With the president set to announce at the G8 meetings in Chicago the complete end of American combat operations in 2013 whether or not Afghan forces are prepared to step into the breach, a front-page feature in today’s New York Times provides a helpful explanation of the decision. The piece, adapted from a new book by Times reporter David E. Sanger, makes it clear the administration never had fully backed the surge. Indeed, despite his “good war” rhetoric, Obama clearly never believed in the mission there to rid the country of the Taliban and was looking to back out of his commitment from the moment he made it. Having failed to go “all in” for the surge by not providing as many troops in the beginning as the military asked, the president then did not give the generals the opportunity to persuade him to slow down a planned withdrawal that only served to signal the enemy all they had to do was to hold on until the Americans left.

As Sanger writes:

By early 2011, Mr. Obama had seen enough. He told his staff to arrange a speedy, orderly exit from Afghanistan. This time there would be no announced national security meetings, no debates with the generals. Even Defense Secretary Robert M. Gates and Secretary of State Hillary Rodham Clinton were left out until the final six weeks.

The key decisions had essentially been made already when Gen. David H. Petraeus, in his last months as commander in Afghanistan, arrived in Washington with a set of options for the president that called for a slow withdrawal of surge troops. He wanted to keep as many troops as possible in Afghanistan through the next fighting season, with a steep drop to follow. Mr. Obama concluded that the Pentagon had not internalized that the goal was not to defeat the Taliban. He said he “believed that we had a more limited set of objectives that could be accomplished by bringing the military out at a faster clip,” an aide reported.

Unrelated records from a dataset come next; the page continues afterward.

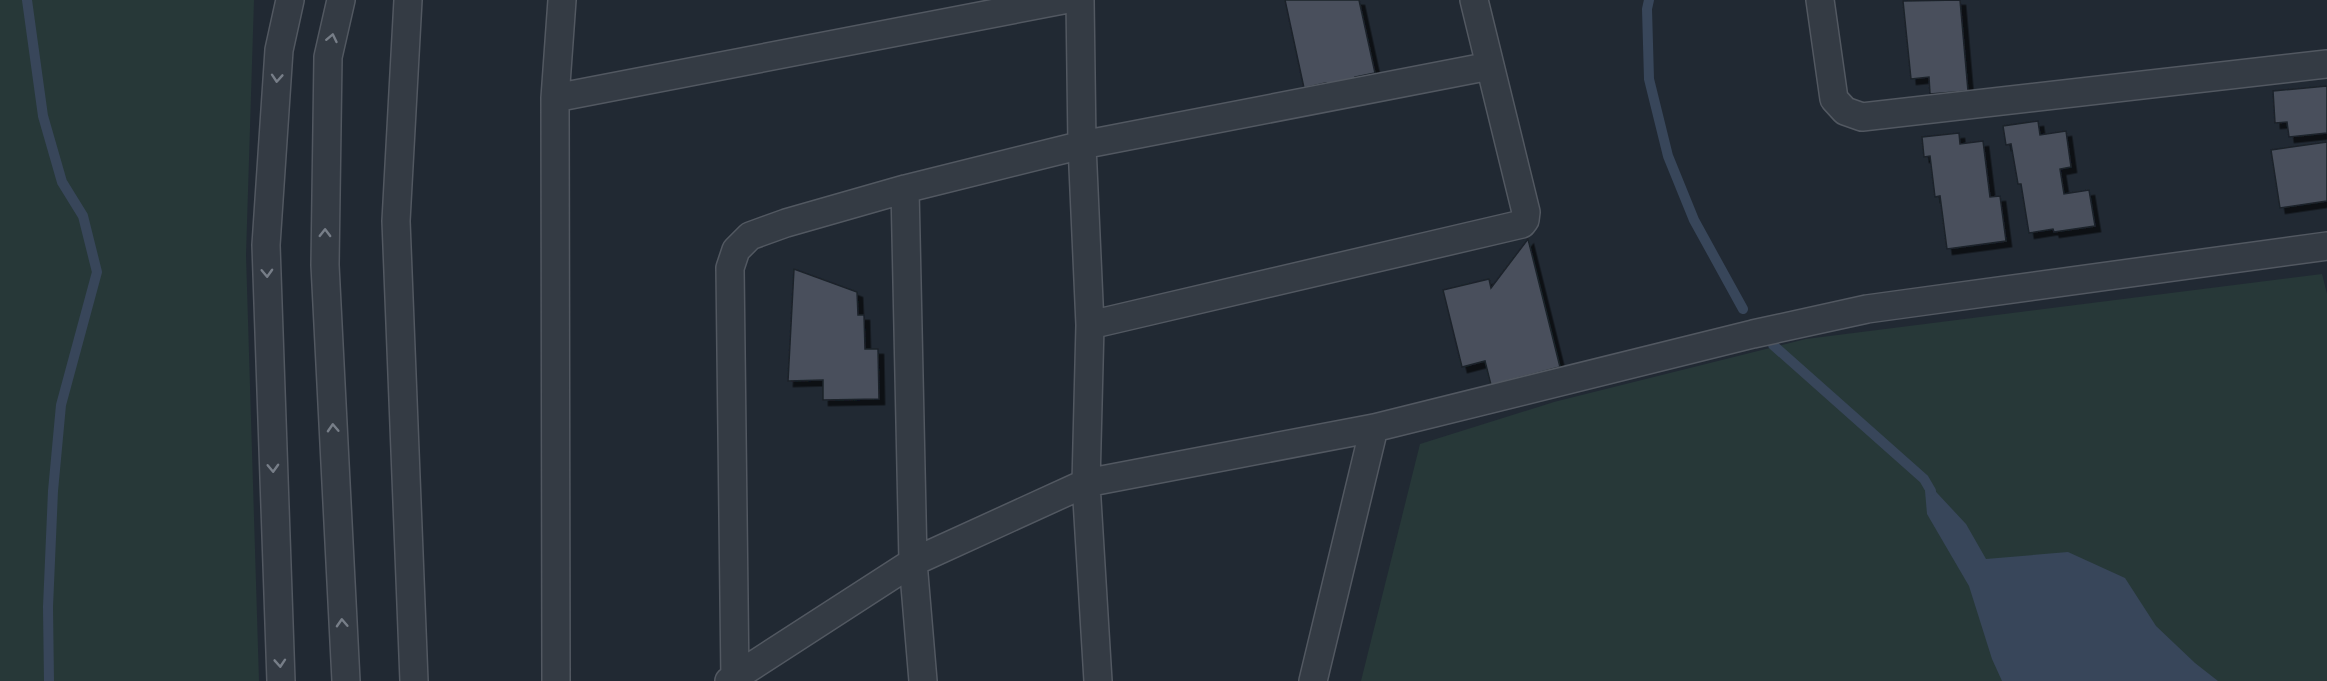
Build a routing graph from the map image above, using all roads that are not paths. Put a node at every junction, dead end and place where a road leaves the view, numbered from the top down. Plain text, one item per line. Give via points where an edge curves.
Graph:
1 (290, 0) edge
2 (341, 0) edge
3 (408, 0) edge
4 (562, 0) edge
5 (1063, 0) edge
6 (1080, 0) edge
7 (1474, 0) edge
8 (1820, 0) edge
9 (2327, 64) edge
10 (1490, 66) junction
11 (555, 98) junction
12 (1082, 145) junction
13 (905, 189) junction
14 (2327, 246) edge
15 (1090, 325) junction
16 (1374, 428) junction
17 (1086, 483) junction
18 (913, 562) junction
19 (733, 680) edge
20 (281, 681) edge
21 (346, 681) edge
22 (414, 681) edge
23 (556, 681) edge
24 (923, 681) edge
25 (1098, 681) edge
26 (1313, 681) edge

1 -> 20 street via 279,50 266,245
21 -> 2 street via 325,265 328,57
3 - 22 street via 396,221
4 - 11 street
5 - 11 street
6 - 12 street
7 - 10 street
8 - 9 street via 1834,99 1845,111 1862,117
10 - 12 street
10 - 15 street via 1526,212 1522,224
11 - 23 street
12 - 13 street
12 - 15 street
13 - 18 street
13 - 19 street via 777,226 750,236 736,250 730,268
14 - 16 street via 1867,309
15 - 17 street
16 - 17 street
16 - 26 street
17 - 18 street
17 - 25 street
18 - 19 street
18 - 24 street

Given the difficulties in fighting in Afghanistan for more than a decade and the enormous shortcomings of our local allies, especially President Hamid Karzai, fatigue with the war is understandable. But in light of the revelations about the president’s decision-making process, it is now apparent that the administration lacked the one thing any country needs in war: a commitment to victory. Without it, the Afghan surge was just a blip on the radar screen and, unlike the Iraqi insurgents who knew President Bush meant business during the U.S. surge in that war, the Taliban were right to discount the possibility that President Obama was just as tough-minded. Even at the outset of the new surge it’s clear now  the president saw it as merely a bloody prelude to a withdrawal with, as Sanger notes, no provision for what would happen if the Taliban start their own surge after the Americans leave.

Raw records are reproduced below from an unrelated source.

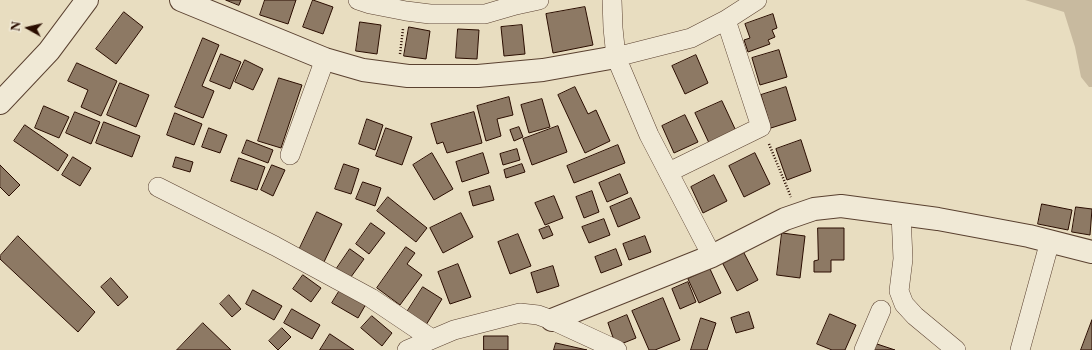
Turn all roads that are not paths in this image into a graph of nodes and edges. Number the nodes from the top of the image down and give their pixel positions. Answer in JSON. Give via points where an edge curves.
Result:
{"nodes":[{"id":1,"x":181,"y":0,"type":"edge"},
{"id":2,"x":358,"y":0,"type":"edge"},
{"id":3,"x":539,"y":0,"type":"edge"},
{"id":4,"x":612,"y":0,"type":"edge"},
{"id":5,"x":757,"y":0,"type":"edge"},
{"id":6,"x":83,"y":2,"type":"edge"},
{"id":7,"x":516,"y":2,"type":"edge"},
{"id":8,"x":407,"y":6,"type":"edge"},
{"id":9,"x":726,"y":20,"type":"junction"},
{"id":10,"x":616,"y":57,"type":"junction"},
{"id":11,"x":325,"y":59,"type":"junction"},
{"id":12,"x":0,"y":102,"type":"edge"},
{"id":13,"x":290,"y":155,"type":"dead end"},
{"id":14,"x":669,"y":172,"type":"junction"},
{"id":15,"x":158,"y":187,"type":"dead end"},
{"id":16,"x":901,"y":214,"type":"junction"},
{"id":17,"x":1050,"y":241,"type":"junction"},
{"id":18,"x":1092,"y":252,"type":"edge"},
{"id":19,"x":712,"y":256,"type":"junction"},
{"id":20,"x":881,"y":310,"type":"dead end"},
{"id":21,"x":552,"y":320,"type":"junction"},
{"id":22,"x":432,"y":339,"type":"junction"},
{"id":23,"x":407,"y":350,"type":"edge"},
{"id":24,"x":617,"y":350,"type":"edge"},
{"id":25,"x":864,"y":350,"type":"edge"},
{"id":26,"x":956,"y":350,"type":"edge"},
{"id":27,"x":1020,"y":350,"type":"edge"}],
"edges":[{"from":1,"to":11,"type":"street"},
{"from":2,"to":8,"type":"street","via":[[370,4]]},
{"from":3,"to":7,"type":"street"},
{"from":4,"to":10,"type":"street"},
{"from":5,"to":9,"type":"street"},
{"from":6,"to":12,"type":"street","via":[[49,51]]},
{"from":7,"to":8,"type":"street","via":[[484,14],[430,14]]},
{"from":9,"to":10,"type":"street","via":[[691,38]]},
{"from":9,"to":14,"type":"street","via":[[761,127]]},
{"from":10,"to":11,"type":"street","via":[[543,70],[478,76],[408,76],[363,70]]},
{"from":10,"to":14,"type":"street","via":[[649,134]]},
{"from":11,"to":13,"type":"street"},
{"from":14,"to":19,"type":"street"},
{"from":15,"to":22,"type":"street","via":[[371,298]]},
{"from":16,"to":17,"type":"street"},
{"from":16,"to":19,"type":"street","via":[[841,206],[814,209],[785,219]]},
{"from":16,"to":26,"type":"street","via":[[903,258],[899,291],[904,304]]},
{"from":17,"to":18,"type":"street"},
{"from":17,"to":27,"type":"street"},
{"from":19,"to":21,"type":"street"},
{"from":20,"to":25,"type":"street"},
{"from":21,"to":22,"type":"street","via":[[520,313],[454,330]]},
{"from":21,"to":24,"type":"street"},
{"from":22,"to":23,"type":"street"}]}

The administration gives itself credit for having rethought strategy and concentrated instead on the real “good war” — fighting al-Qaeda in Pakistan. But if, as Sanger reports, the administration had concluded that there had never been a coherent U.S. strategy in Afghanistan, the same is certainly true of American objectives in Pakistan. In truth, the U.S. has no strategy in Pakistan other than to keep attacking terrorists in the tribal areas with drones, a tactic that is deadly but has no chance of ridding the area of trouble or maintaining Pakistan as an ally in the war against the Islamists. The only thing that recommends this plan is that it requires few American troops and allows the president to adopt the “lead from behind” posture with which he is so comfortable.

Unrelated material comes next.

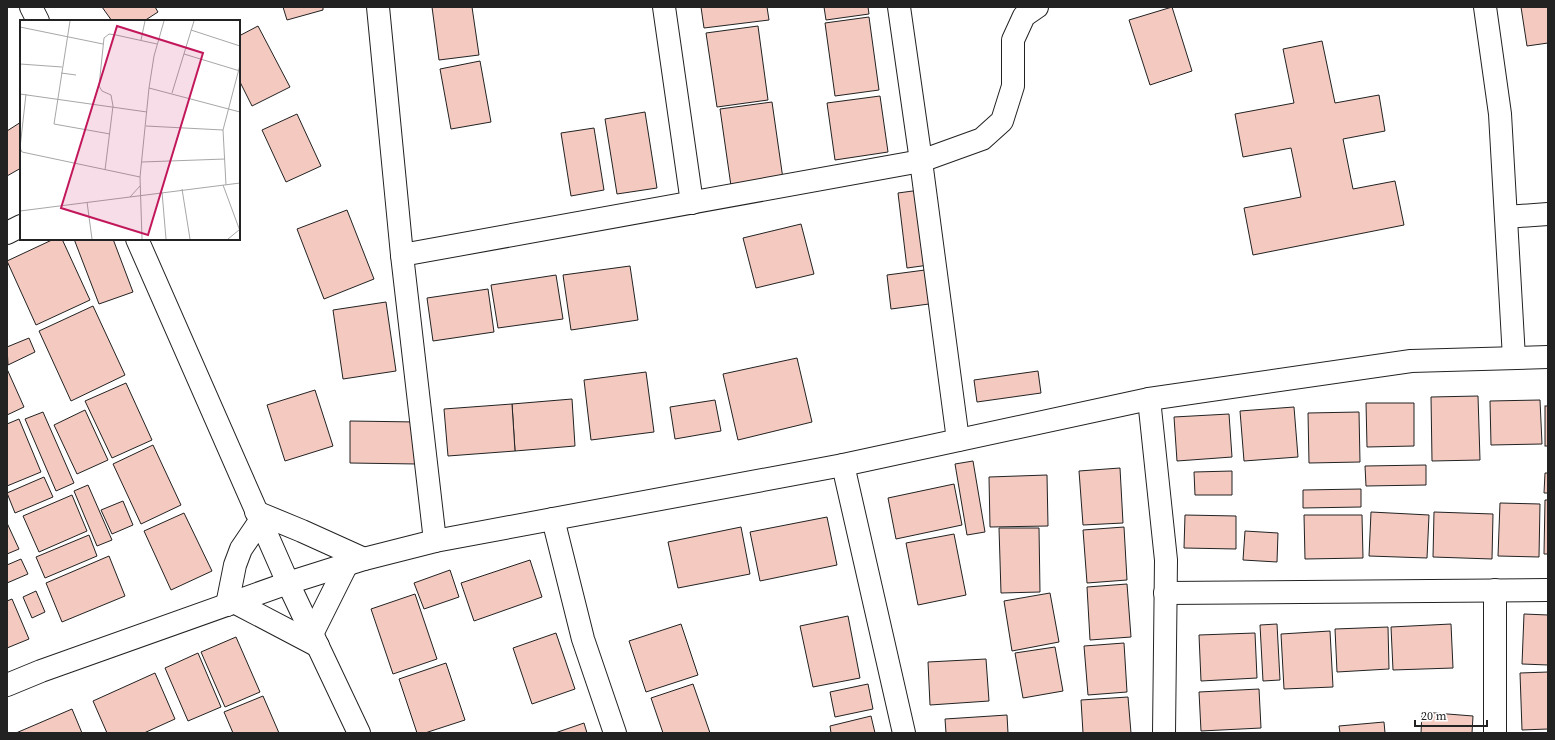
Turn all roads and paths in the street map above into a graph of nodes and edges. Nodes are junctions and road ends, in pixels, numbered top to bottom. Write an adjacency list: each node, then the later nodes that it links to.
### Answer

President Obama’s 2009 decision to stay the course in Afghanistan and use a surge to fight the Taliban was the sort of responsible action that gave the lie to his detractors’ assertion that he had little understanding of the strategic imperatives of fighting the country’s Islamist foes. But, as we now know, the applause he earned then was largely undeserved. His only real goal was to bug out of Afghanistan but to do so without having lost the country before he ran for re-election in 2012.

The result is a plan that is a disaster in the making which will create a mess that will be all too apparent in the years to come. That’s something he’s willing to live with if he is re-elected. Whether it is one that can be reversed by his successor, either in 2013 or 2017, remains to be seen.